**Exercise goal**
The response must contain every line from the records below that has "Γορτύνης".

**Records for the exercise**
+--

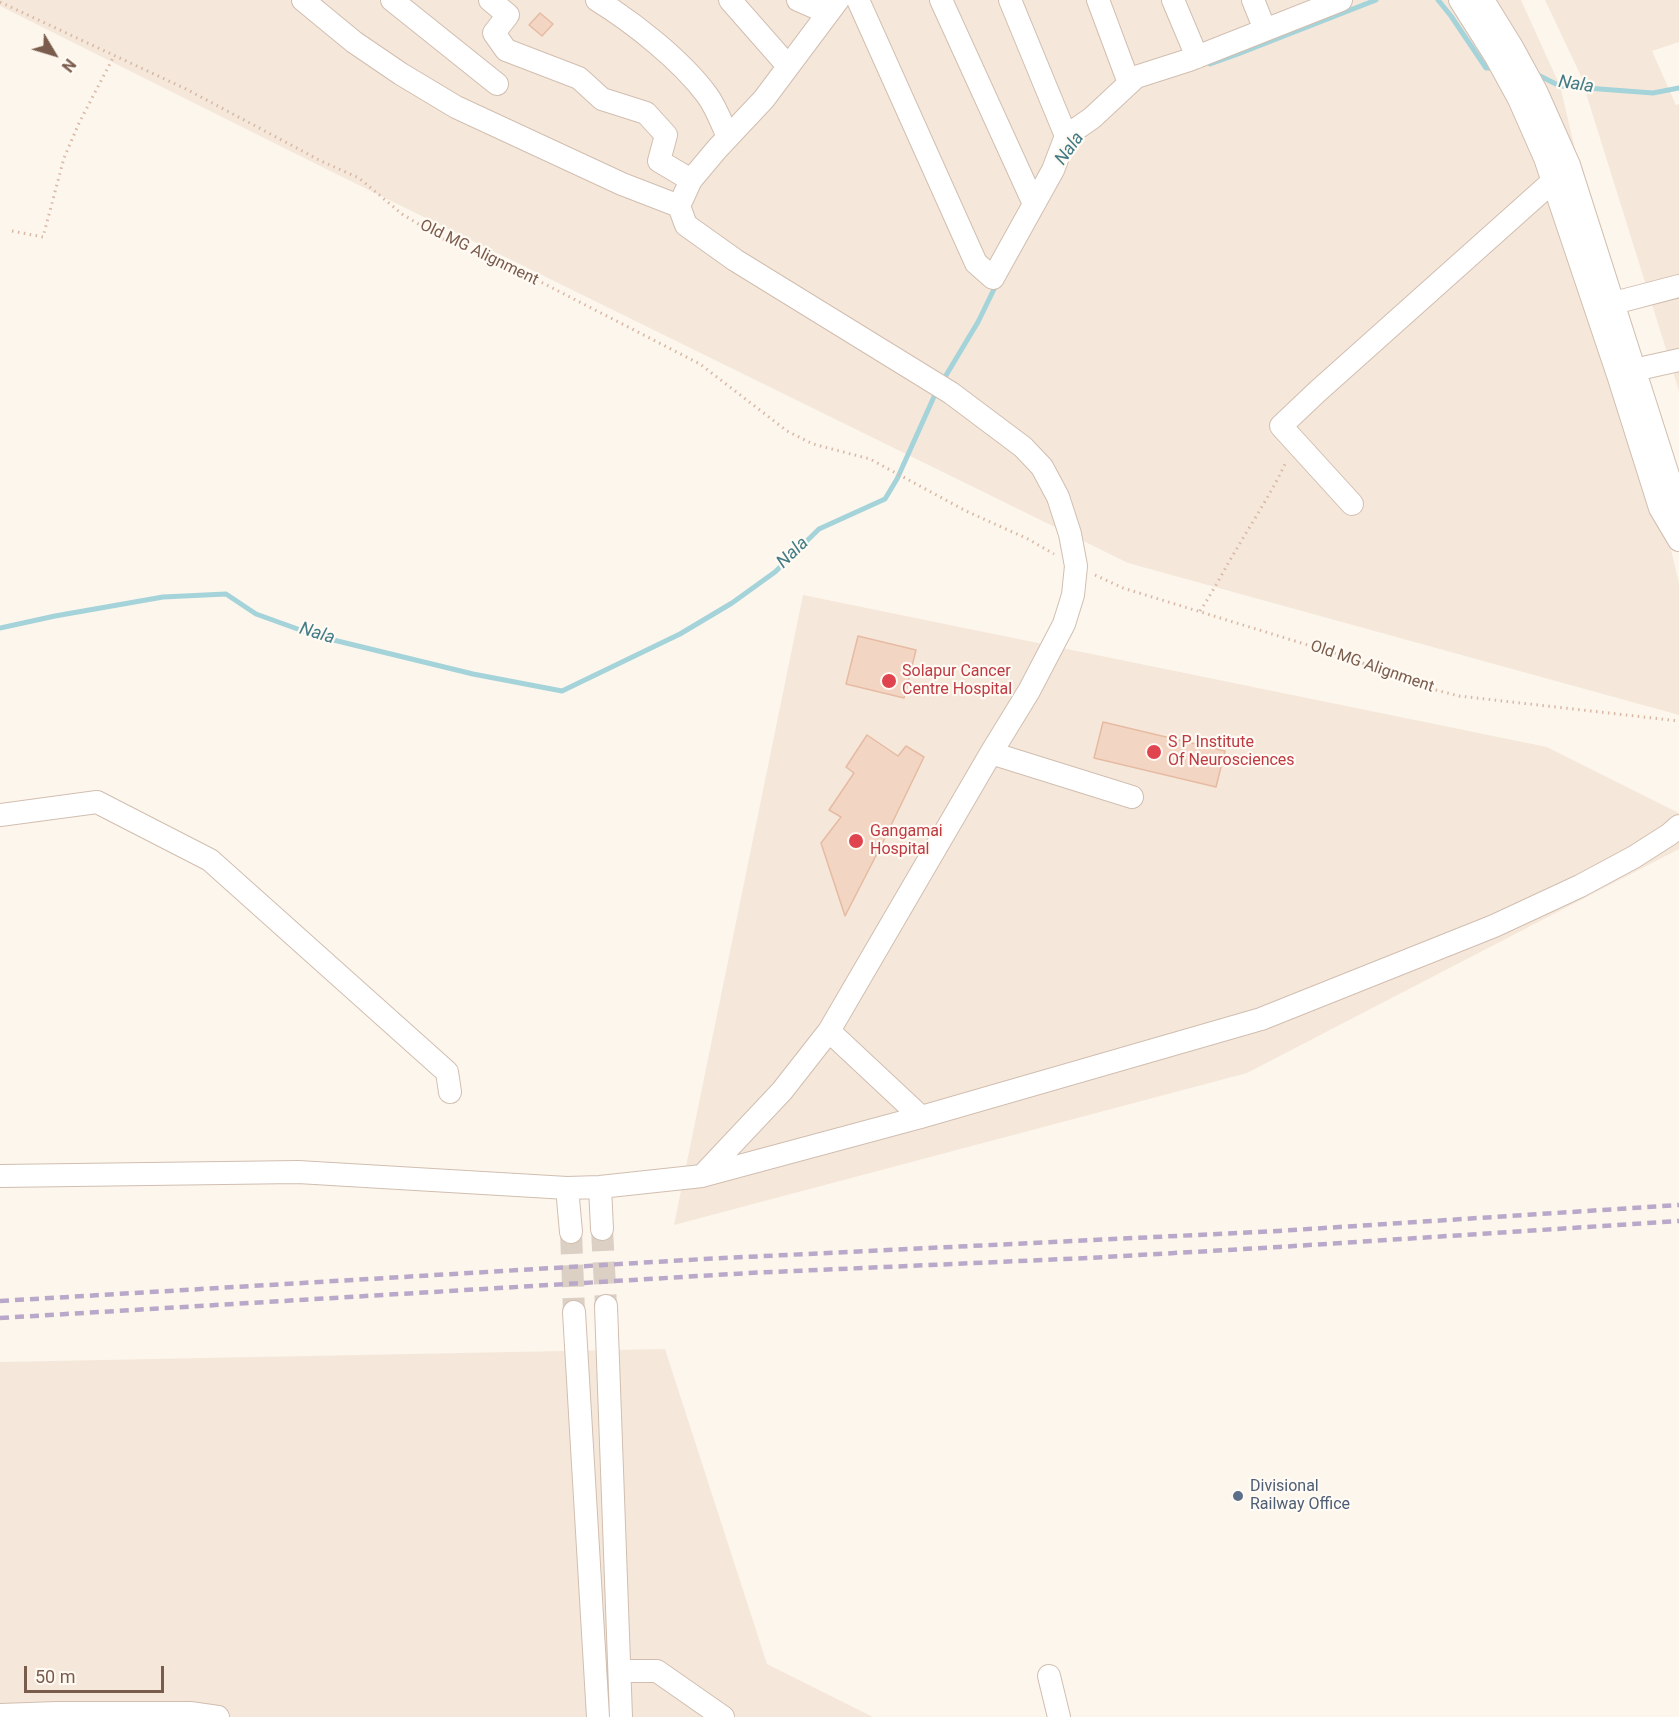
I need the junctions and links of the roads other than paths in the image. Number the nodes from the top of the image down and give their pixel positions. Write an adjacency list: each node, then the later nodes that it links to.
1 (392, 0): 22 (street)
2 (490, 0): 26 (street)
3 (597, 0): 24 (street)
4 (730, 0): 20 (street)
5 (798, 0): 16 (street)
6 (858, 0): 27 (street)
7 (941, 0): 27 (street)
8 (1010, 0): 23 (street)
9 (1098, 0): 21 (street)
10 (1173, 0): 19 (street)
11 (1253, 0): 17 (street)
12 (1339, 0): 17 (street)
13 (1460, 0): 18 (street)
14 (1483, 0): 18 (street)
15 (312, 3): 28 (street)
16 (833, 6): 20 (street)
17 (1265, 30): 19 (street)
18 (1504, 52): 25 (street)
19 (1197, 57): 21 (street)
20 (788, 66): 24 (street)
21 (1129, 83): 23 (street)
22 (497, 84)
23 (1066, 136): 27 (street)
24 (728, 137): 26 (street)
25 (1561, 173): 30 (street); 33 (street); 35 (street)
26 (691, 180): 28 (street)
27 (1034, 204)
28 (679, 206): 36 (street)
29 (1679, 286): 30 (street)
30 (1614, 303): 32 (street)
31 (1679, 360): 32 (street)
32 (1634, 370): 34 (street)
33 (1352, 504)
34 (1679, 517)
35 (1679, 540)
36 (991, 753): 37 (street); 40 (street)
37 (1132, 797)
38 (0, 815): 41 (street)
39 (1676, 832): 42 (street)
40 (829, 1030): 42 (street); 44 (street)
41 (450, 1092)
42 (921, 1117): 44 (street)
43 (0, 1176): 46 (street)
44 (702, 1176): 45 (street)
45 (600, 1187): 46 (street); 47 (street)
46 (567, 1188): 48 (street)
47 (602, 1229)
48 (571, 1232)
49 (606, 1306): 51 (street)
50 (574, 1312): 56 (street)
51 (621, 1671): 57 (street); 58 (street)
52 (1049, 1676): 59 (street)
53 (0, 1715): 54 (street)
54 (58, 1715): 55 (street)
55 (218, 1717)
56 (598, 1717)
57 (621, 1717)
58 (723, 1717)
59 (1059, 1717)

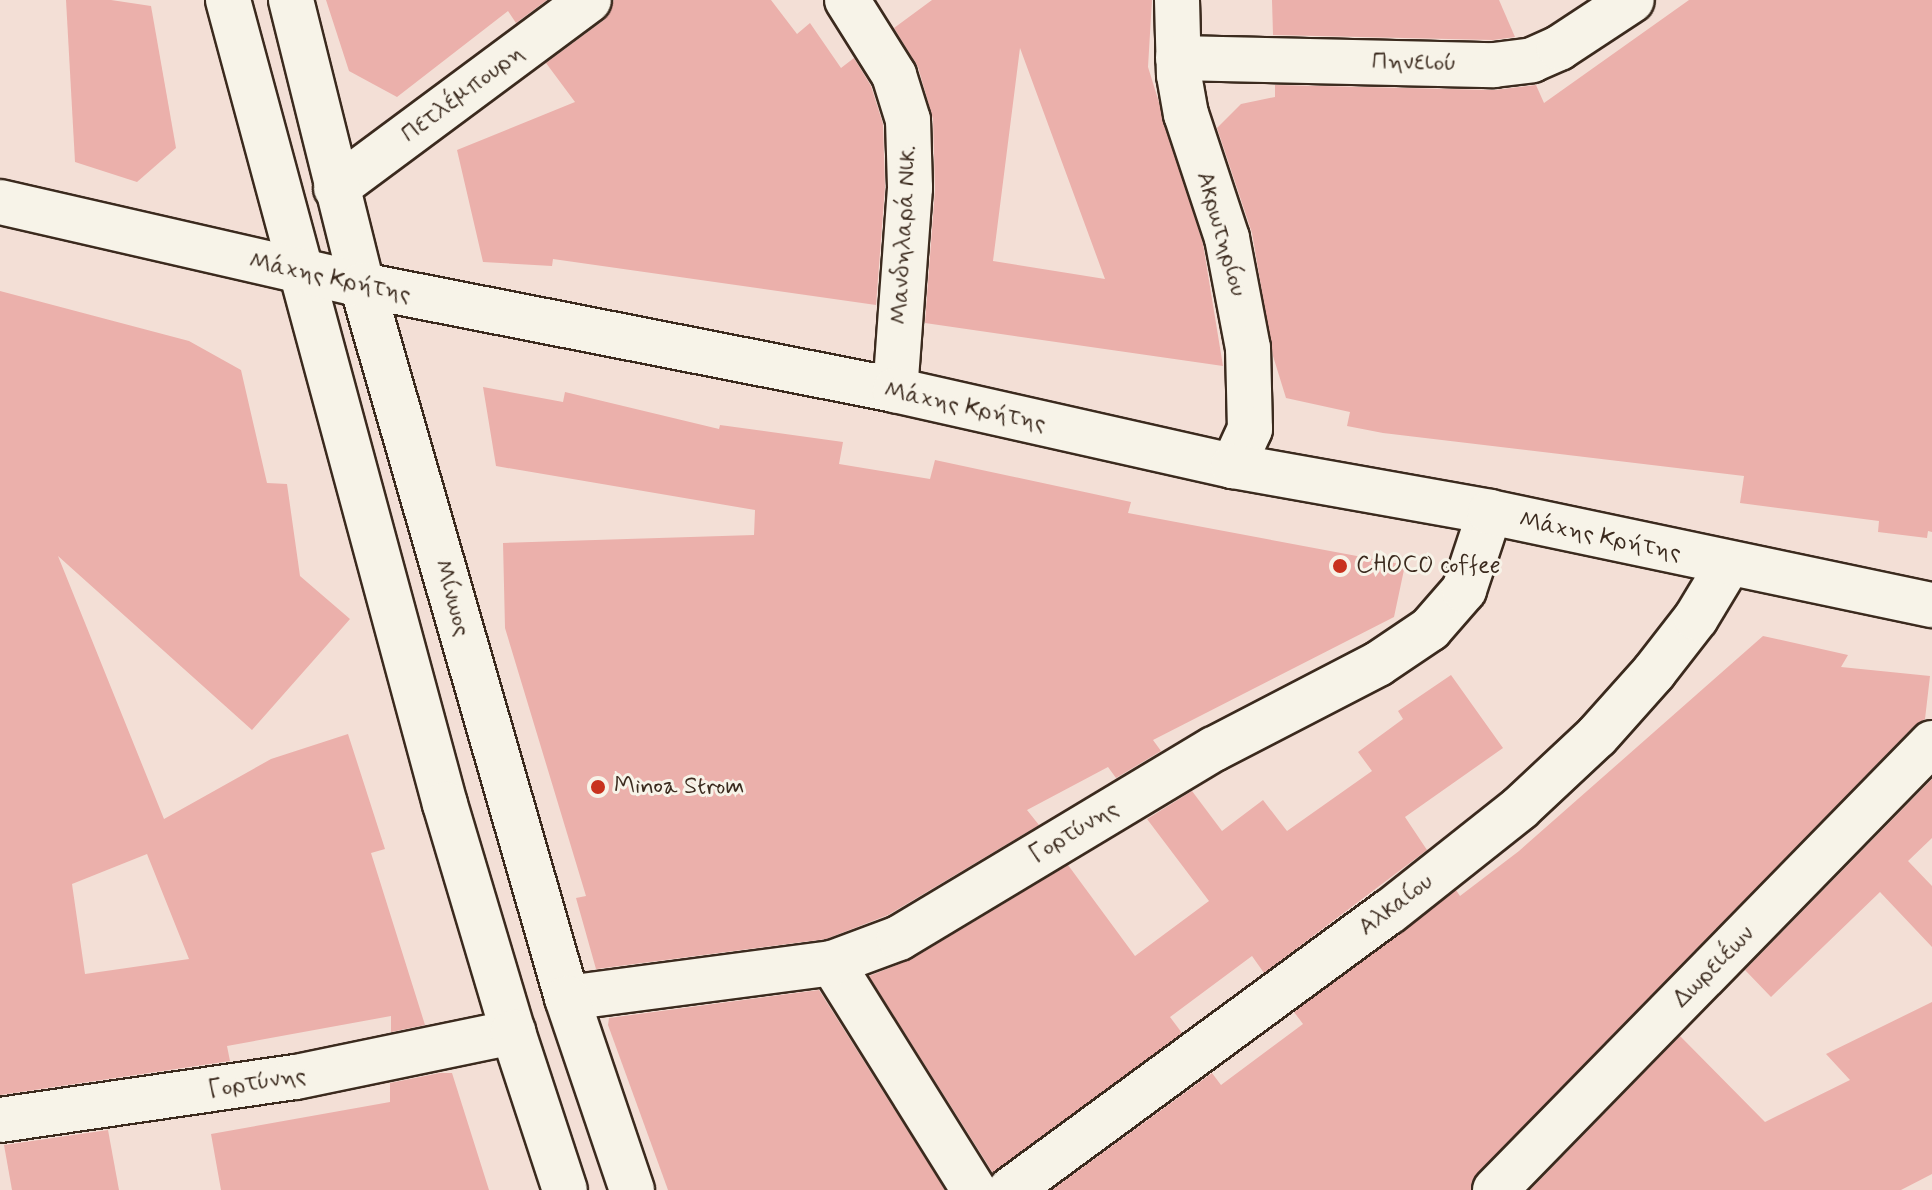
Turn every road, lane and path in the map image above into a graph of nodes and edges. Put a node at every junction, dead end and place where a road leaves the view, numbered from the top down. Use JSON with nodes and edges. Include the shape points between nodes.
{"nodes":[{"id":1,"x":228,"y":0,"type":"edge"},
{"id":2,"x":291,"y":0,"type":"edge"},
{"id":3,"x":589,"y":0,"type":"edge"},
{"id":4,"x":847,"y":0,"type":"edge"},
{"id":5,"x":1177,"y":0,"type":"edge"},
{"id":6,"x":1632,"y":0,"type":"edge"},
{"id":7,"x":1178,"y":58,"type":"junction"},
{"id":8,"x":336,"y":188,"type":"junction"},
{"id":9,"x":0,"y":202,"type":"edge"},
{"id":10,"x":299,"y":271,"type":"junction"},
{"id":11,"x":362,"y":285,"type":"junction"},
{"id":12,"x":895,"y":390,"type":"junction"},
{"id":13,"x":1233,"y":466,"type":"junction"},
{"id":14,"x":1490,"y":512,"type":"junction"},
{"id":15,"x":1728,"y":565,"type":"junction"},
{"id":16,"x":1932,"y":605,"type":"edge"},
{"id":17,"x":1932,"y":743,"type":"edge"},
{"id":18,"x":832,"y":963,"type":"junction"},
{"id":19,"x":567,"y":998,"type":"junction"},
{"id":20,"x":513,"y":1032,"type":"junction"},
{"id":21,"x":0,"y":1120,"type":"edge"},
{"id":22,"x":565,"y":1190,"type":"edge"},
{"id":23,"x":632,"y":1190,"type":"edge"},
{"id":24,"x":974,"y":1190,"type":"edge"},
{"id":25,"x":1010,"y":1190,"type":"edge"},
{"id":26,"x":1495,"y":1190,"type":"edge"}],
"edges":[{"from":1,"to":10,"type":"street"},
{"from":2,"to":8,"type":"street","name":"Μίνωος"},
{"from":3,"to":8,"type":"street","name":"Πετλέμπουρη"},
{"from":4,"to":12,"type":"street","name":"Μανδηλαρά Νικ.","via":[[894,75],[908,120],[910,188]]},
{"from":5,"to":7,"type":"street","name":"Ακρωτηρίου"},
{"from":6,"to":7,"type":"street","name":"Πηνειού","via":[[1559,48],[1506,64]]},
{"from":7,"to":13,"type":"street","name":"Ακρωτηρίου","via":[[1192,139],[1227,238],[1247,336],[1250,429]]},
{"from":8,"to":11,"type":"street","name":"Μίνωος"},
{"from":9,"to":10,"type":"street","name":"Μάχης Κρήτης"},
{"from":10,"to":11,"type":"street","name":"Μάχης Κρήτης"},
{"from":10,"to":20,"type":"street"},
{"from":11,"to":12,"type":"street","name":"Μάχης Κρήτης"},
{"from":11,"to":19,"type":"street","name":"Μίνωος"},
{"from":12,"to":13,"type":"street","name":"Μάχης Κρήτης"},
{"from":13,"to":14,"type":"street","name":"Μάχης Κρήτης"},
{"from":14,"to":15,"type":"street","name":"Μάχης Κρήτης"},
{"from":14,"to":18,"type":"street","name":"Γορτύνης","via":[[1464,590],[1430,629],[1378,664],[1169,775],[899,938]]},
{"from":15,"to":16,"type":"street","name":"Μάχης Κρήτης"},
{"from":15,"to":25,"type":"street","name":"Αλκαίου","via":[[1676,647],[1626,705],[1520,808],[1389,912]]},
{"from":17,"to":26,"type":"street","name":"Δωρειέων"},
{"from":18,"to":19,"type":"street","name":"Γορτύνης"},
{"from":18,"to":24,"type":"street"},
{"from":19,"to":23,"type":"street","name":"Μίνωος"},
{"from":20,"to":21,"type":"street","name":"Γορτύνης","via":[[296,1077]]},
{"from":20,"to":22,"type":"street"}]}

+--

**Completed task**
{"from":14,"to":18,"type":"street","name":"Γορτύνης","via":[[1464,590],[1430,629],[1378,664],[1169,775],[899,938]]},
{"from":18,"to":19,"type":"street","name":"Γορτύνης"},
{"from":20,"to":21,"type":"street","name":"Γορτύνης","via":[[296,1077]]},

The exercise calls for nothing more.